> To do
Retype the listing in full. Change nothing.

> Task data
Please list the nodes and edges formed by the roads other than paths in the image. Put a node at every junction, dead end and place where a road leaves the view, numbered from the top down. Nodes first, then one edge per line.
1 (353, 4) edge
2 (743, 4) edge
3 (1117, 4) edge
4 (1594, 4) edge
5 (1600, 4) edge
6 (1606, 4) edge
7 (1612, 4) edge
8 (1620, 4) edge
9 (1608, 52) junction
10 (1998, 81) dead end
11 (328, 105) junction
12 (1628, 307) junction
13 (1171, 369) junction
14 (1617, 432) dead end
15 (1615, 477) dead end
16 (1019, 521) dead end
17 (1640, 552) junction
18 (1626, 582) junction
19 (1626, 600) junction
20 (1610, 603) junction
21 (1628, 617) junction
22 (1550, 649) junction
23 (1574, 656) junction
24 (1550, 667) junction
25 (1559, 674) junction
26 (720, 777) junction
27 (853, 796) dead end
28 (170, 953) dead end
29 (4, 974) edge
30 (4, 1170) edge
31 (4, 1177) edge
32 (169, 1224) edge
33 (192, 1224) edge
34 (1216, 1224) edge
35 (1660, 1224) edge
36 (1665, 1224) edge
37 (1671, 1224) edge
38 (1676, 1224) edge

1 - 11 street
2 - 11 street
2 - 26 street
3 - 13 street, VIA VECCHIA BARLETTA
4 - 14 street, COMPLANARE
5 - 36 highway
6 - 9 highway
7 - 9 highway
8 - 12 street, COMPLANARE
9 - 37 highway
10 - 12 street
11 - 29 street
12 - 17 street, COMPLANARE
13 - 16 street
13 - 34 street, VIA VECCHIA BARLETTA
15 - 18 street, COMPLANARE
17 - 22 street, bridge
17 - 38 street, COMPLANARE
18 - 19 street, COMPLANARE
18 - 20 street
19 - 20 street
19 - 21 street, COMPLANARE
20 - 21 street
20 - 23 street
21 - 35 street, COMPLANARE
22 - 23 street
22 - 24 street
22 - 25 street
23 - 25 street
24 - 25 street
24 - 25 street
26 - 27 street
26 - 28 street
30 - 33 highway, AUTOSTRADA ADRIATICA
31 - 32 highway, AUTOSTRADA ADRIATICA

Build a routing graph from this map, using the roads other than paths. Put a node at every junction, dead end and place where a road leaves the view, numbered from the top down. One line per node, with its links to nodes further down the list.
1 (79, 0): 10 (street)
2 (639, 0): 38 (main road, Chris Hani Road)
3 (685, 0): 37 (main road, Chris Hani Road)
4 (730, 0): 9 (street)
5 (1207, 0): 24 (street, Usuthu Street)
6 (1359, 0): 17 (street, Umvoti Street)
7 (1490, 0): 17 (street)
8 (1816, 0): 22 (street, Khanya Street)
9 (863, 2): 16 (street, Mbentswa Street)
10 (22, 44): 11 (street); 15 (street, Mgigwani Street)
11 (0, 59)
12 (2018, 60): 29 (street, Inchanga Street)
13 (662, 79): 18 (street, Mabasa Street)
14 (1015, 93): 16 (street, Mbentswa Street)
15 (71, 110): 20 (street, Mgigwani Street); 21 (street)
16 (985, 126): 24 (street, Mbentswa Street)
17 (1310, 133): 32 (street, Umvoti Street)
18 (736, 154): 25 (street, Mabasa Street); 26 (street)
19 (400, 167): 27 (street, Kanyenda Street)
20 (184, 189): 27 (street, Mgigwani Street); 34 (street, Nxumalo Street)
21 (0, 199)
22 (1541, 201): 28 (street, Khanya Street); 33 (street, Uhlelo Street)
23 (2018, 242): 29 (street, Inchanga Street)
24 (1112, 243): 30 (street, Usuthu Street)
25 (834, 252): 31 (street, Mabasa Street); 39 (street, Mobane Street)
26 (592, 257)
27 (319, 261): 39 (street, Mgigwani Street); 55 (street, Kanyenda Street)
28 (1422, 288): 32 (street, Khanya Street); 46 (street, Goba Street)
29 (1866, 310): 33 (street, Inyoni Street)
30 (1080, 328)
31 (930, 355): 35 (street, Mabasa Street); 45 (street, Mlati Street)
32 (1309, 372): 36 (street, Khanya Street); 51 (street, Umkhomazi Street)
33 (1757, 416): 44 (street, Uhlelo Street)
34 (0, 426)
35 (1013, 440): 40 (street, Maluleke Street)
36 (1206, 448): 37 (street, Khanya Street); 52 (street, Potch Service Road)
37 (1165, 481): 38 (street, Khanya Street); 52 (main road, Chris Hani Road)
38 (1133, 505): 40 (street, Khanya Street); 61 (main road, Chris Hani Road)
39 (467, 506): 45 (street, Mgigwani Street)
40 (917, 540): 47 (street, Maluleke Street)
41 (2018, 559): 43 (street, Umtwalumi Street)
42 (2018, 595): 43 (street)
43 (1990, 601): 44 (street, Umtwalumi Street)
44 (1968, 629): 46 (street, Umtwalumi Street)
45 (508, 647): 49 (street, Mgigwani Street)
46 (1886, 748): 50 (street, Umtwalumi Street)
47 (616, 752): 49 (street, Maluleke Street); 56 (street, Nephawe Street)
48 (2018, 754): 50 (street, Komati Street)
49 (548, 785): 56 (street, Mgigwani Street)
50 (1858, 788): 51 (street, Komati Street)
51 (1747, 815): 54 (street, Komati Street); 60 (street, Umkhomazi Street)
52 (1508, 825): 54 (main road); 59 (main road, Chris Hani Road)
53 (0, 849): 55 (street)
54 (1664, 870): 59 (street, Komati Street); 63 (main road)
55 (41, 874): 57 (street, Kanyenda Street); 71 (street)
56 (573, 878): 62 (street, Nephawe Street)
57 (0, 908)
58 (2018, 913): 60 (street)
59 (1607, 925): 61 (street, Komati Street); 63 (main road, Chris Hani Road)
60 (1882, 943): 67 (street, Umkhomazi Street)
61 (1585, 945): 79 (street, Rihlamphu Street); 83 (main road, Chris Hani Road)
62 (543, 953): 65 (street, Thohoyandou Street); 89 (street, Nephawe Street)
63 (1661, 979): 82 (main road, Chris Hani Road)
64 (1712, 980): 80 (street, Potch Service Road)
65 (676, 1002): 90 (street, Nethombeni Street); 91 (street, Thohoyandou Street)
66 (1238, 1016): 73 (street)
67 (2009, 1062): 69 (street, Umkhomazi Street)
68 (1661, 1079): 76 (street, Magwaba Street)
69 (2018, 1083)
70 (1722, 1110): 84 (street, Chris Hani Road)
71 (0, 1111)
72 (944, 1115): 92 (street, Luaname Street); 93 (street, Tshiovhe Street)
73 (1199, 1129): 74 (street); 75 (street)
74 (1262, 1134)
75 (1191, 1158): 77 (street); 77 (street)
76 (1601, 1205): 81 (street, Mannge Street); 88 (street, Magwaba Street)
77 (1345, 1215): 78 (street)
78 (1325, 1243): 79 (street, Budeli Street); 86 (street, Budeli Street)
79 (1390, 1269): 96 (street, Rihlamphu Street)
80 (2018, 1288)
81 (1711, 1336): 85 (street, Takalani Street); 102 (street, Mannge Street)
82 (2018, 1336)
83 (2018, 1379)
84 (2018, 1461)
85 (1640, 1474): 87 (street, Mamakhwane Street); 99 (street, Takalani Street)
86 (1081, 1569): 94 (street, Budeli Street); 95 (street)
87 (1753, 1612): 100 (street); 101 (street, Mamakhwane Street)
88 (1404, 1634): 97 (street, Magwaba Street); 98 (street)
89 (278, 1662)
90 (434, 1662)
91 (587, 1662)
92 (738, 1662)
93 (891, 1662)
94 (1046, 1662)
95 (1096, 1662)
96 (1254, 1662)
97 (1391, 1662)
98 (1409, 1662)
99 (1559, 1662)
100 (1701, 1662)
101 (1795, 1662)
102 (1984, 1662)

> Answer space
Please list the nodes and edges formed by the roads other than paths in the image. Put a node at every junction, dead end and place where a road leaves the view, numbered from the top down. Nodes first, then one edge per line.
1 (353, 4) edge
2 (743, 4) edge
3 (1117, 4) edge
4 (1594, 4) edge
5 (1600, 4) edge
6 (1606, 4) edge
7 (1612, 4) edge
8 (1620, 4) edge
9 (1608, 52) junction
10 (1998, 81) dead end
11 (328, 105) junction
12 (1628, 307) junction
13 (1171, 369) junction
14 (1617, 432) dead end
15 (1615, 477) dead end
16 (1019, 521) dead end
17 (1640, 552) junction
18 (1626, 582) junction
19 (1626, 600) junction
20 (1610, 603) junction
21 (1628, 617) junction
22 (1550, 649) junction
23 (1574, 656) junction
24 (1550, 667) junction
25 (1559, 674) junction
26 (720, 777) junction
27 (853, 796) dead end
28 (170, 953) dead end
29 (4, 974) edge
30 (4, 1170) edge
31 (4, 1177) edge
32 (169, 1224) edge
33 (192, 1224) edge
34 (1216, 1224) edge
35 (1660, 1224) edge
36 (1665, 1224) edge
37 (1671, 1224) edge
38 (1676, 1224) edge

1 - 11 street
2 - 11 street
2 - 26 street
3 - 13 street, VIA VECCHIA BARLETTA
4 - 14 street, COMPLANARE
5 - 36 highway
6 - 9 highway
7 - 9 highway
8 - 12 street, COMPLANARE
9 - 37 highway
10 - 12 street
11 - 29 street
12 - 17 street, COMPLANARE
13 - 16 street
13 - 34 street, VIA VECCHIA BARLETTA
15 - 18 street, COMPLANARE
17 - 22 street, bridge
17 - 38 street, COMPLANARE
18 - 19 street, COMPLANARE
18 - 20 street
19 - 20 street
19 - 21 street, COMPLANARE
20 - 21 street
20 - 23 street
21 - 35 street, COMPLANARE
22 - 23 street
22 - 24 street
22 - 25 street
23 - 25 street
24 - 25 street
24 - 25 street
26 - 27 street
26 - 28 street
30 - 33 highway, AUTOSTRADA ADRIATICA
31 - 32 highway, AUTOSTRADA ADRIATICA

Build a routing graph from this map, using the roads other than paths. Put a node at every junction, dead end and place where a road leaves the view, numbered from the top down. One line per node, with its links to nodes further down the list.
1 (79, 0): 10 (street)
2 (639, 0): 38 (main road, Chris Hani Road)
3 (685, 0): 37 (main road, Chris Hani Road)
4 (730, 0): 9 (street)
5 (1207, 0): 24 (street, Usuthu Street)
6 (1359, 0): 17 (street, Umvoti Street)
7 (1490, 0): 17 (street)
8 (1816, 0): 22 (street, Khanya Street)
9 (863, 2): 16 (street, Mbentswa Street)
10 (22, 44): 11 (street); 15 (street, Mgigwani Street)
11 (0, 59)
12 (2018, 60): 29 (street, Inchanga Street)
13 (662, 79): 18 (street, Mabasa Street)
14 (1015, 93): 16 (street, Mbentswa Street)
15 (71, 110): 20 (street, Mgigwani Street); 21 (street)
16 (985, 126): 24 (street, Mbentswa Street)
17 (1310, 133): 32 (street, Umvoti Street)
18 (736, 154): 25 (street, Mabasa Street); 26 (street)
19 (400, 167): 27 (street, Kanyenda Street)
20 (184, 189): 27 (street, Mgigwani Street); 34 (street, Nxumalo Street)
21 (0, 199)
22 (1541, 201): 28 (street, Khanya Street); 33 (street, Uhlelo Street)
23 (2018, 242): 29 (street, Inchanga Street)
24 (1112, 243): 30 (street, Usuthu Street)
25 (834, 252): 31 (street, Mabasa Street); 39 (street, Mobane Street)
26 (592, 257)
27 (319, 261): 39 (street, Mgigwani Street); 55 (street, Kanyenda Street)
28 (1422, 288): 32 (street, Khanya Street); 46 (street, Goba Street)
29 (1866, 310): 33 (street, Inyoni Street)
30 (1080, 328)
31 (930, 355): 35 (street, Mabasa Street); 45 (street, Mlati Street)
32 (1309, 372): 36 (street, Khanya Street); 51 (street, Umkhomazi Street)
33 (1757, 416): 44 (street, Uhlelo Street)
34 (0, 426)
35 (1013, 440): 40 (street, Maluleke Street)
36 (1206, 448): 37 (street, Khanya Street); 52 (street, Potch Service Road)
37 (1165, 481): 38 (street, Khanya Street); 52 (main road, Chris Hani Road)
38 (1133, 505): 40 (street, Khanya Street); 61 (main road, Chris Hani Road)
39 (467, 506): 45 (street, Mgigwani Street)
40 (917, 540): 47 (street, Maluleke Street)
41 (2018, 559): 43 (street, Umtwalumi Street)
42 (2018, 595): 43 (street)
43 (1990, 601): 44 (street, Umtwalumi Street)
44 (1968, 629): 46 (street, Umtwalumi Street)
45 (508, 647): 49 (street, Mgigwani Street)
46 (1886, 748): 50 (street, Umtwalumi Street)
47 (616, 752): 49 (street, Maluleke Street); 56 (street, Nephawe Street)
48 (2018, 754): 50 (street, Komati Street)
49 (548, 785): 56 (street, Mgigwani Street)
50 (1858, 788): 51 (street, Komati Street)
51 (1747, 815): 54 (street, Komati Street); 60 (street, Umkhomazi Street)
52 (1508, 825): 54 (main road); 59 (main road, Chris Hani Road)
53 (0, 849): 55 (street)
54 (1664, 870): 59 (street, Komati Street); 63 (main road)
55 (41, 874): 57 (street, Kanyenda Street); 71 (street)
56 (573, 878): 62 (street, Nephawe Street)
57 (0, 908)
58 (2018, 913): 60 (street)
59 (1607, 925): 61 (street, Komati Street); 63 (main road, Chris Hani Road)
60 (1882, 943): 67 (street, Umkhomazi Street)
61 (1585, 945): 79 (street, Rihlamphu Street); 83 (main road, Chris Hani Road)
62 (543, 953): 65 (street, Thohoyandou Street); 89 (street, Nephawe Street)
63 (1661, 979): 82 (main road, Chris Hani Road)
64 (1712, 980): 80 (street, Potch Service Road)
65 (676, 1002): 90 (street, Nethombeni Street); 91 (street, Thohoyandou Street)
66 (1238, 1016): 73 (street)
67 (2009, 1062): 69 (street, Umkhomazi Street)
68 (1661, 1079): 76 (street, Magwaba Street)
69 (2018, 1083)
70 (1722, 1110): 84 (street, Chris Hani Road)
71 (0, 1111)
72 (944, 1115): 92 (street, Luaname Street); 93 (street, Tshiovhe Street)
73 (1199, 1129): 74 (street); 75 (street)
74 (1262, 1134)
75 (1191, 1158): 77 (street); 77 (street)
76 (1601, 1205): 81 (street, Mannge Street); 88 (street, Magwaba Street)
77 (1345, 1215): 78 (street)
78 (1325, 1243): 79 (street, Budeli Street); 86 (street, Budeli Street)
79 (1390, 1269): 96 (street, Rihlamphu Street)
80 (2018, 1288)
81 (1711, 1336): 85 (street, Takalani Street); 102 (street, Mannge Street)
82 (2018, 1336)
83 (2018, 1379)
84 (2018, 1461)
85 (1640, 1474): 87 (street, Mamakhwane Street); 99 (street, Takalani Street)
86 (1081, 1569): 94 (street, Budeli Street); 95 (street)
87 (1753, 1612): 100 (street); 101 (street, Mamakhwane Street)
88 (1404, 1634): 97 (street, Magwaba Street); 98 (street)
89 (278, 1662)
90 (434, 1662)
91 (587, 1662)
92 (738, 1662)
93 (891, 1662)
94 (1046, 1662)
95 (1096, 1662)
96 (1254, 1662)
97 (1391, 1662)
98 (1409, 1662)
99 (1559, 1662)
100 (1701, 1662)
101 (1795, 1662)
102 (1984, 1662)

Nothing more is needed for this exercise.